● **PROBLEM TO SOLVE**
Although the data below contains pictures, output only the lines between those holding "ring mcp: (716, 266)" and "pinky tip: (216, 116)", inclusive, exactly and without those pictures.

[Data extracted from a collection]
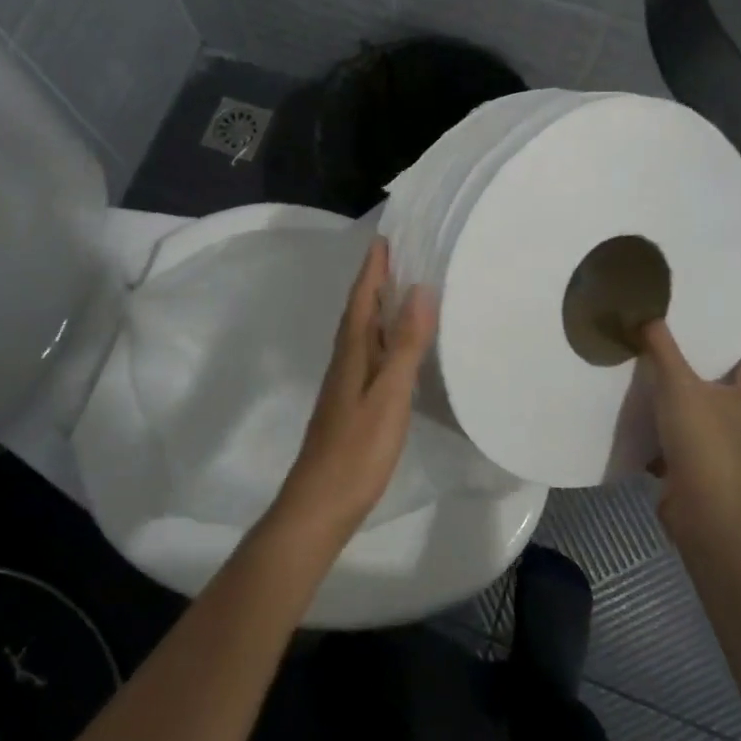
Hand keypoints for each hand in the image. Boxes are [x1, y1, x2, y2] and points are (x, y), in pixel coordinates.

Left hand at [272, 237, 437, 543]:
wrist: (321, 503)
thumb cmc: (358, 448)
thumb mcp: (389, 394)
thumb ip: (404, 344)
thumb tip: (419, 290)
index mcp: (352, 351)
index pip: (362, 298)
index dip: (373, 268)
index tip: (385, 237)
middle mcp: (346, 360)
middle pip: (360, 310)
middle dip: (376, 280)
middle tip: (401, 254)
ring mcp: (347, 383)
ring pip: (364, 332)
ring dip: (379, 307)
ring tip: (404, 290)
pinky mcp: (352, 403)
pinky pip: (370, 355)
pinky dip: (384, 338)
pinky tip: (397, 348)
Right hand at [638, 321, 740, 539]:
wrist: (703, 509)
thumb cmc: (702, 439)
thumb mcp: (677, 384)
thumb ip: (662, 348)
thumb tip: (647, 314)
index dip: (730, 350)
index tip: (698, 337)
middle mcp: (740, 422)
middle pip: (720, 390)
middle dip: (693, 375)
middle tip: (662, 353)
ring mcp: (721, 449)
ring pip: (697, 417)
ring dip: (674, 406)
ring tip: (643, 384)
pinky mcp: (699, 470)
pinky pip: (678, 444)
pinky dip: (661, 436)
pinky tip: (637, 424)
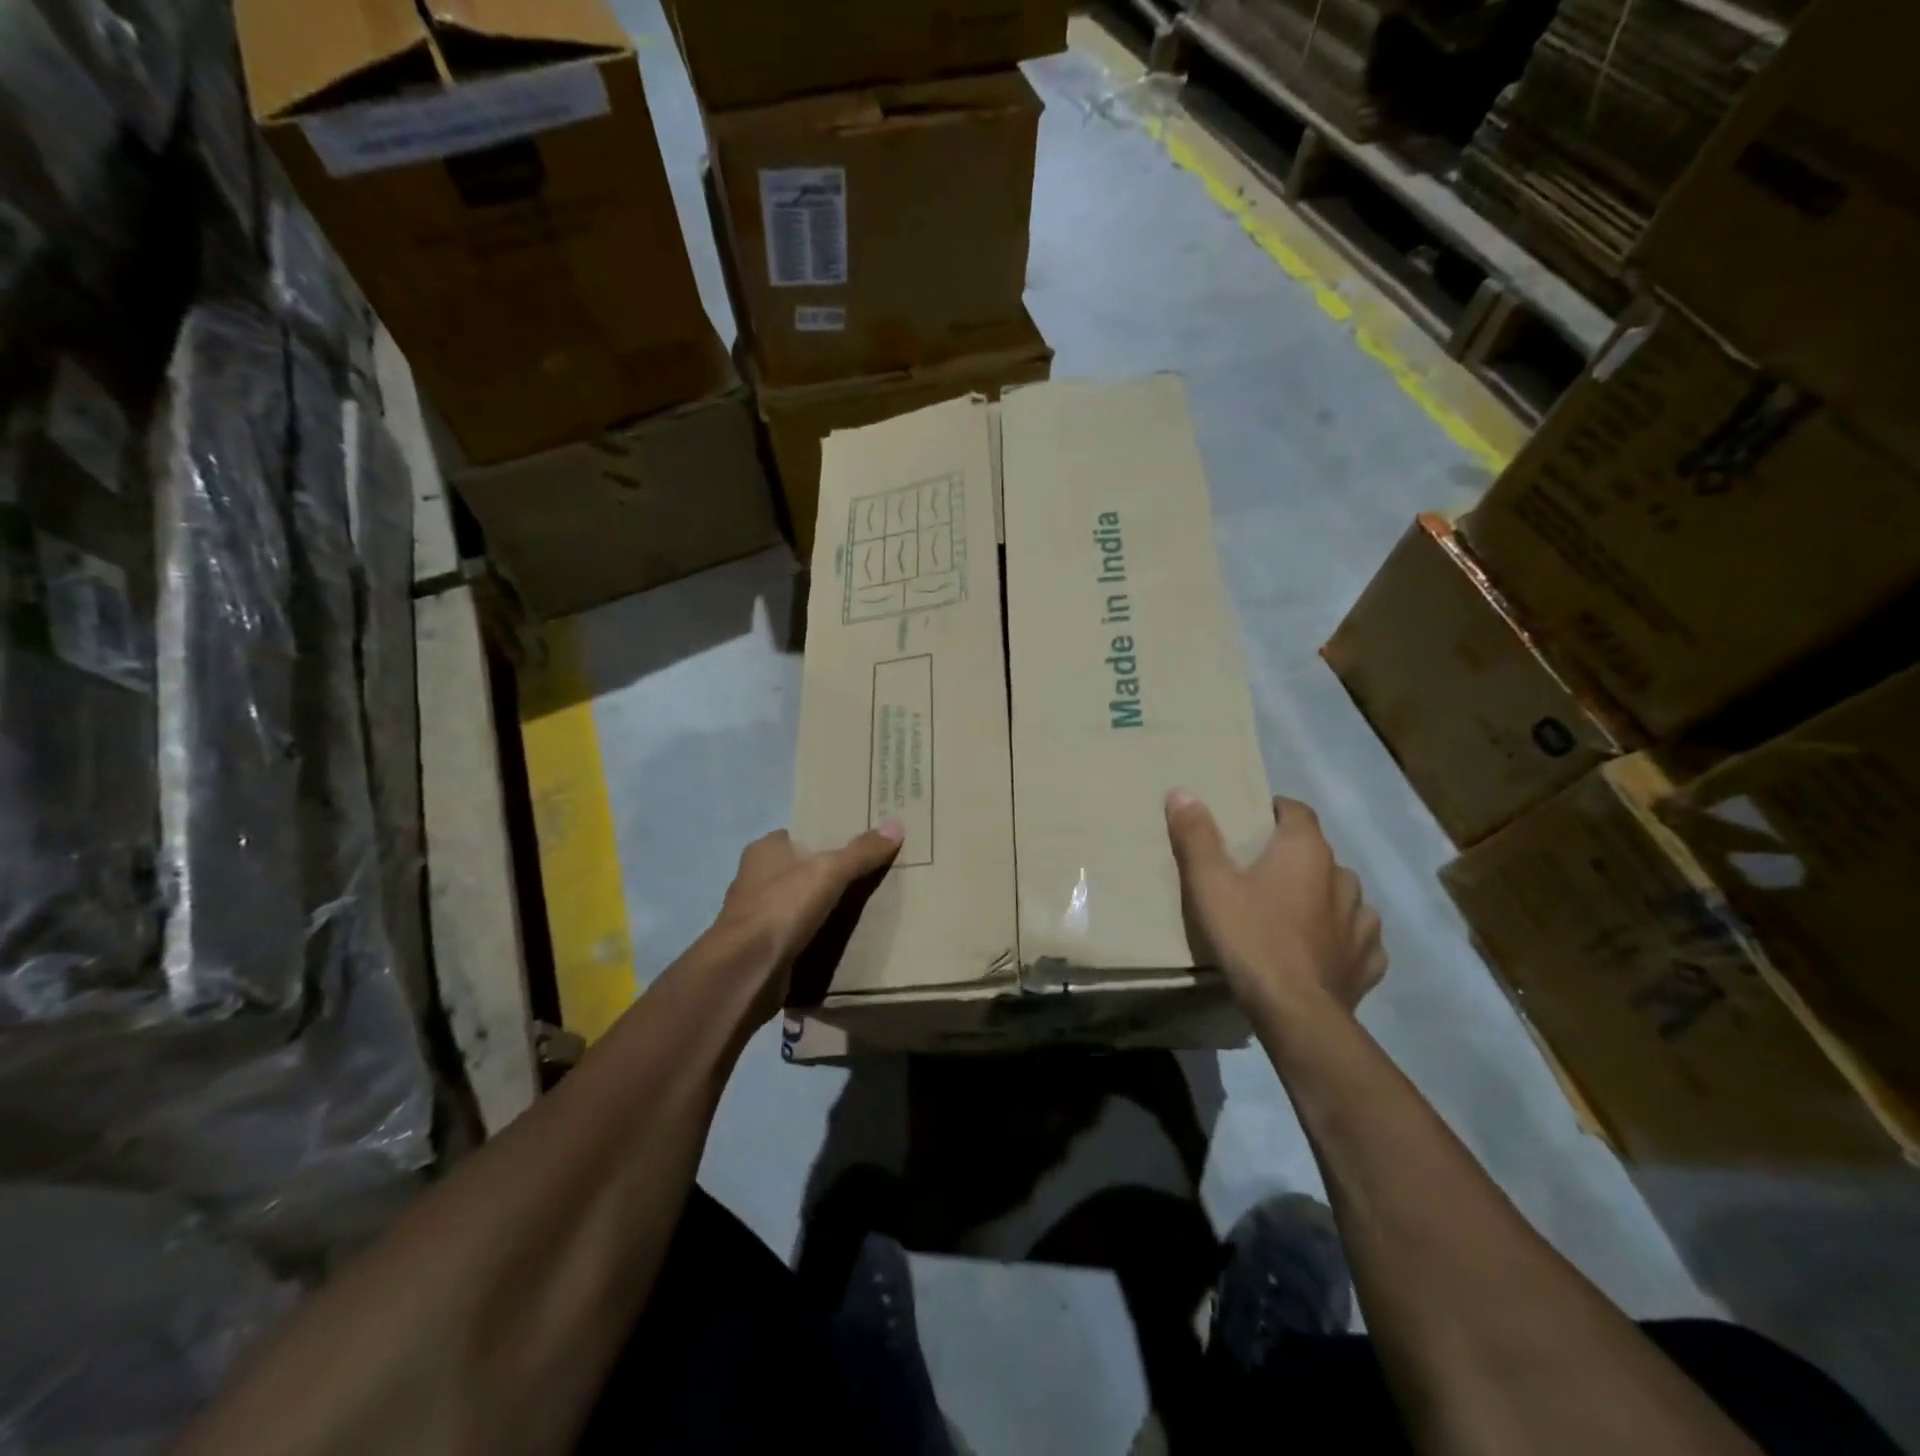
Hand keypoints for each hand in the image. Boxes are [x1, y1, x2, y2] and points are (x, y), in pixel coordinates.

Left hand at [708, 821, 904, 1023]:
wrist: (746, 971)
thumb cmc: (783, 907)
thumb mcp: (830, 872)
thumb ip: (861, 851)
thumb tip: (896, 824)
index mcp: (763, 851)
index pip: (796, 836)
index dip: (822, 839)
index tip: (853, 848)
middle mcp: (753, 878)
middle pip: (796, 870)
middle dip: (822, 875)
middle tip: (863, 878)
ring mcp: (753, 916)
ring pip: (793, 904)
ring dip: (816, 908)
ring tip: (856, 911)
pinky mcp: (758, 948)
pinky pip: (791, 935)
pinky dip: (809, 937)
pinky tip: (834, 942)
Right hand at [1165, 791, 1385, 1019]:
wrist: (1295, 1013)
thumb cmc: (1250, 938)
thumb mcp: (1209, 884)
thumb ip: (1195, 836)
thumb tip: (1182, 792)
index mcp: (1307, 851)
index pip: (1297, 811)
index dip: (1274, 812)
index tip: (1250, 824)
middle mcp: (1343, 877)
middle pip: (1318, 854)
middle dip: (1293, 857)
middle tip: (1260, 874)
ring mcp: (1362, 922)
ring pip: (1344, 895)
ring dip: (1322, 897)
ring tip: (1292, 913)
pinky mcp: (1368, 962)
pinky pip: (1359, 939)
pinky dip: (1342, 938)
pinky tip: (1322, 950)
--
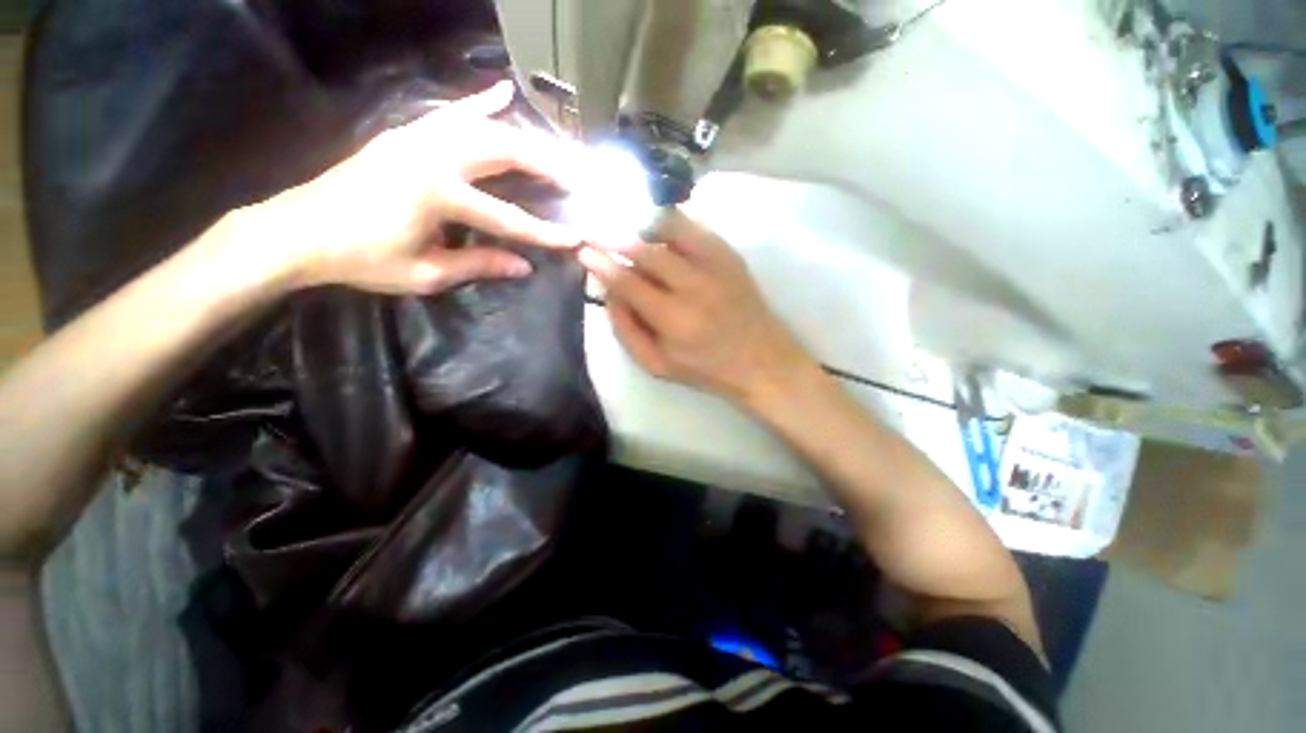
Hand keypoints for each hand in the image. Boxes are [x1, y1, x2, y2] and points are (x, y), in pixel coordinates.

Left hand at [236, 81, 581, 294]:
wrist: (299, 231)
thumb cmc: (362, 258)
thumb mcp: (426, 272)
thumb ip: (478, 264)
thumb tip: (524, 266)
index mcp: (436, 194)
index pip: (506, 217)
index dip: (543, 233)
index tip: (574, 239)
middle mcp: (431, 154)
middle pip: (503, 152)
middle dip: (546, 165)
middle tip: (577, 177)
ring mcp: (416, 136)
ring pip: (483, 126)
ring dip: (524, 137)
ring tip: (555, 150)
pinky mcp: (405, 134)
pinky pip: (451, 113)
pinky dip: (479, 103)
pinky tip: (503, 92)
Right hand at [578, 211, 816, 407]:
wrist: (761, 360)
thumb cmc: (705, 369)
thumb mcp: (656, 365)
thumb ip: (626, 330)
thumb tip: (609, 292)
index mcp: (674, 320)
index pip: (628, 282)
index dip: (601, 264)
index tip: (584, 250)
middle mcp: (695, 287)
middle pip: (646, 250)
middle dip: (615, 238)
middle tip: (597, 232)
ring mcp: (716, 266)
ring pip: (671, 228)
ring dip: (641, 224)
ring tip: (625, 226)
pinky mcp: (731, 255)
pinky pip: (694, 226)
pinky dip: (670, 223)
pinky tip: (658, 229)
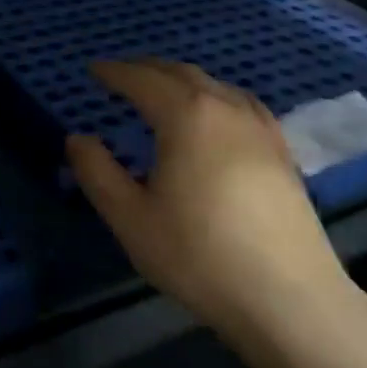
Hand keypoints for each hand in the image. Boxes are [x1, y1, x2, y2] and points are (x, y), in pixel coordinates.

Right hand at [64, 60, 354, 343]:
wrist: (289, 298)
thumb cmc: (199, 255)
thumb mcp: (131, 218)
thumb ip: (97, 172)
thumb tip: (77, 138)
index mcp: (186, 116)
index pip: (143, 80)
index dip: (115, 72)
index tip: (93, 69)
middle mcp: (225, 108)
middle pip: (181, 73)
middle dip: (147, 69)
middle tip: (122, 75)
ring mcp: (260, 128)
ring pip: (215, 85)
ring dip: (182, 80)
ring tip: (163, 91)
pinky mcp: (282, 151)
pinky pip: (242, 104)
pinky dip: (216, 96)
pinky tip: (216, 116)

● **REPLY**
ring mcp: (716, 266)
ring pip: (671, 228)
ring dip: (641, 224)
ring tip: (625, 226)
pinky mcp: (731, 255)
pinky pip: (694, 226)
pinky dip: (670, 223)
pinky tip: (658, 229)
Hand keypoints for each hand in the image. Boxes are [x1, y1, x2, y2] and points are (x, y), in pixel coordinates.

Right hand at [64, 60, 354, 343]:
wrist: (289, 298)
thumb cmc: (199, 255)
thumb mcp: (131, 218)
thumb ip: (97, 172)
thumb tip: (77, 138)
index mcp: (186, 116)
index pip: (143, 80)
index dip: (115, 72)
index tip: (93, 69)
middle mcp: (225, 108)
middle pip: (181, 73)
middle dip: (147, 69)
middle tip: (122, 75)
ring mcp: (260, 128)
ring pip: (215, 85)
ring dip: (182, 80)
ring tip: (163, 91)
pinky mcp: (282, 151)
pinky pip: (242, 104)
pinky dip: (216, 96)
pinky tip: (216, 116)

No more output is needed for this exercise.